Stored items:

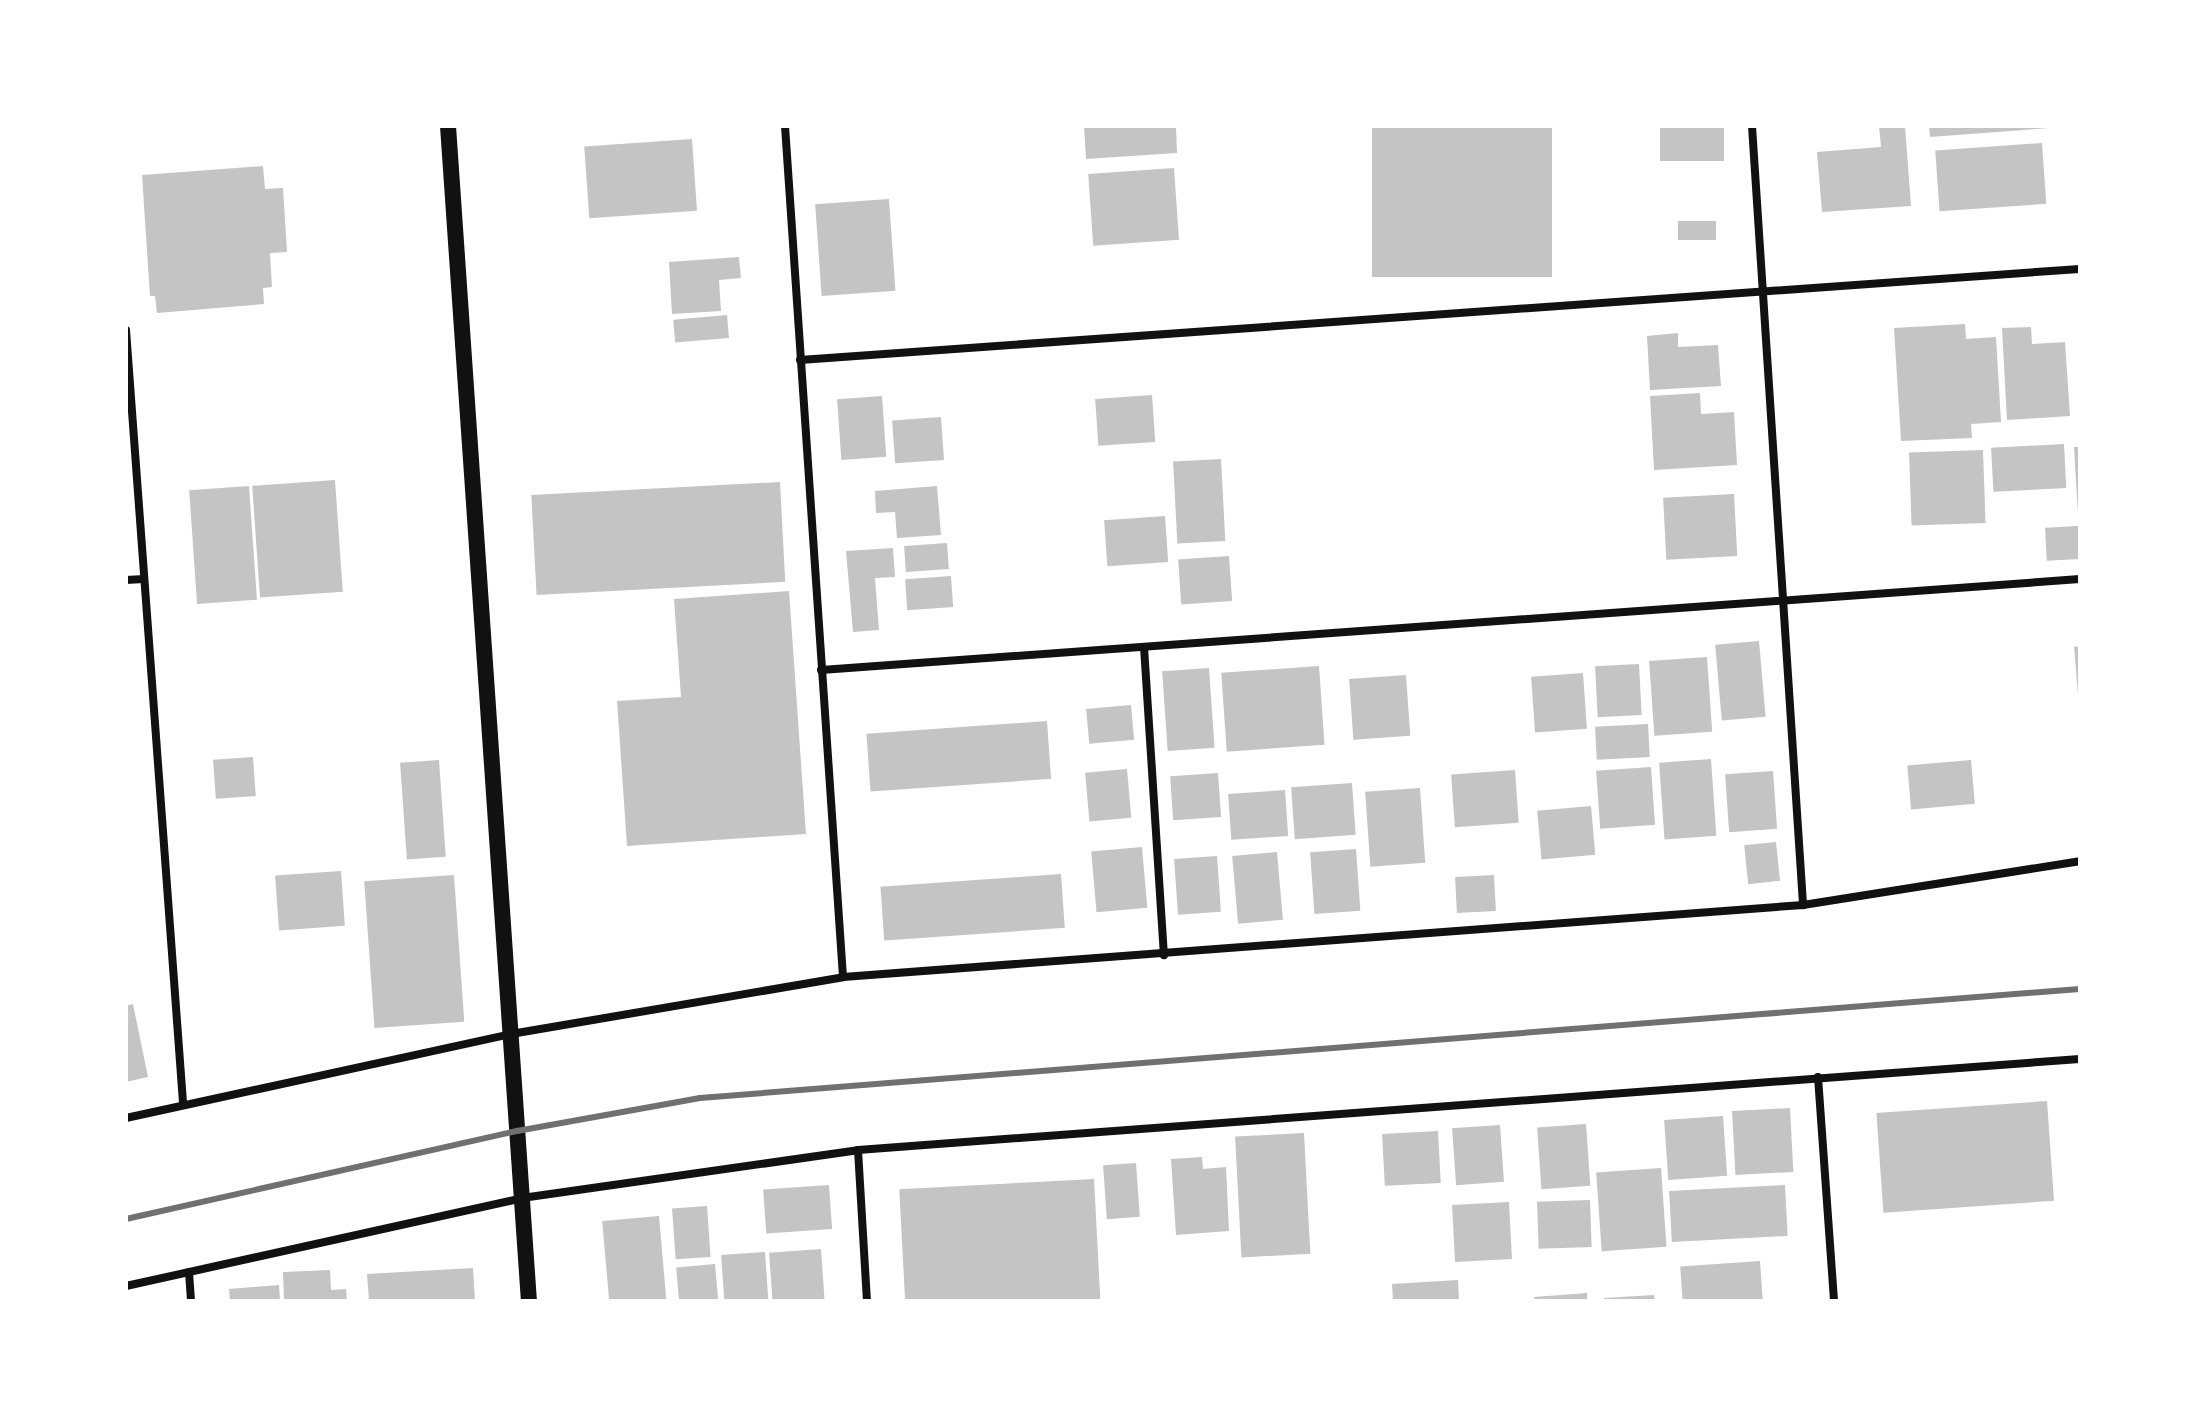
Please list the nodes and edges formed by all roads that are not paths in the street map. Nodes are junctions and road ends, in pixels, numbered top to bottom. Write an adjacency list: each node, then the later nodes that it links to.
1 (448, 126): 18 (main road)
2 (785, 126): 7 (street)
3 (1752, 126): 5 (street)
4 (2080, 269): 5 (street)
5 (1762, 291): 7 (street); 11 (street)
6 (126, 330): 8 (street)
7 (800, 360): 13 (street)
8 (144, 579): 10 (street); 21 (street)
9 (2080, 579): 11 (street)
10 (126, 580)
11 (1785, 601): 12 (street); 15 (street)
12 (1144, 647): 13 (street); 16 (street)
13 (821, 670): 17 (street)
14 (2080, 861): 15 (street)
15 (1803, 905): 16 (street)
16 (1164, 955): 17 (street)
17 (843, 977): 18 (street)
18 (511, 1034): 21 (street); 24 (main road)
19 (2080, 1059): 20 (street)
20 (1818, 1077): 23 (street); 30 (street)
21 (183, 1103): 22 (street)
22 (126, 1118)
23 (858, 1150): 24 (street); 29 (street)
24 (522, 1198): 25 (street); 28 (main road)
25 (189, 1272): 26 (street); 27 (street)
26 (126, 1286)
27 (191, 1301)
28 (529, 1301)
29 (867, 1301)
30 (1834, 1301)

EXERCISE DETAILS:
Retype all the entries word for word; the pictures stay out.

WORKED SOLUTION:
Please list the nodes and edges formed by all roads that are not paths in the street map. Nodes are junctions and road ends, in pixels, numbered top to bottom. Write an adjacency list: each node, then the later nodes that it links to.
1 (448, 126): 18 (main road)
2 (785, 126): 7 (street)
3 (1752, 126): 5 (street)
4 (2080, 269): 5 (street)
5 (1762, 291): 7 (street); 11 (street)
6 (126, 330): 8 (street)
7 (800, 360): 13 (street)
8 (144, 579): 10 (street); 21 (street)
9 (2080, 579): 11 (street)
10 (126, 580)
11 (1785, 601): 12 (street); 15 (street)
12 (1144, 647): 13 (street); 16 (street)
13 (821, 670): 17 (street)
14 (2080, 861): 15 (street)
15 (1803, 905): 16 (street)
16 (1164, 955): 17 (street)
17 (843, 977): 18 (street)
18 (511, 1034): 21 (street); 24 (main road)
19 (2080, 1059): 20 (street)
20 (1818, 1077): 23 (street); 30 (street)
21 (183, 1103): 22 (street)
22 (126, 1118)
23 (858, 1150): 24 (street); 29 (street)
24 (522, 1198): 25 (street); 28 (main road)
25 (189, 1272): 26 (street); 27 (street)
26 (126, 1286)
27 (191, 1301)
28 (529, 1301)
29 (867, 1301)
30 (1834, 1301)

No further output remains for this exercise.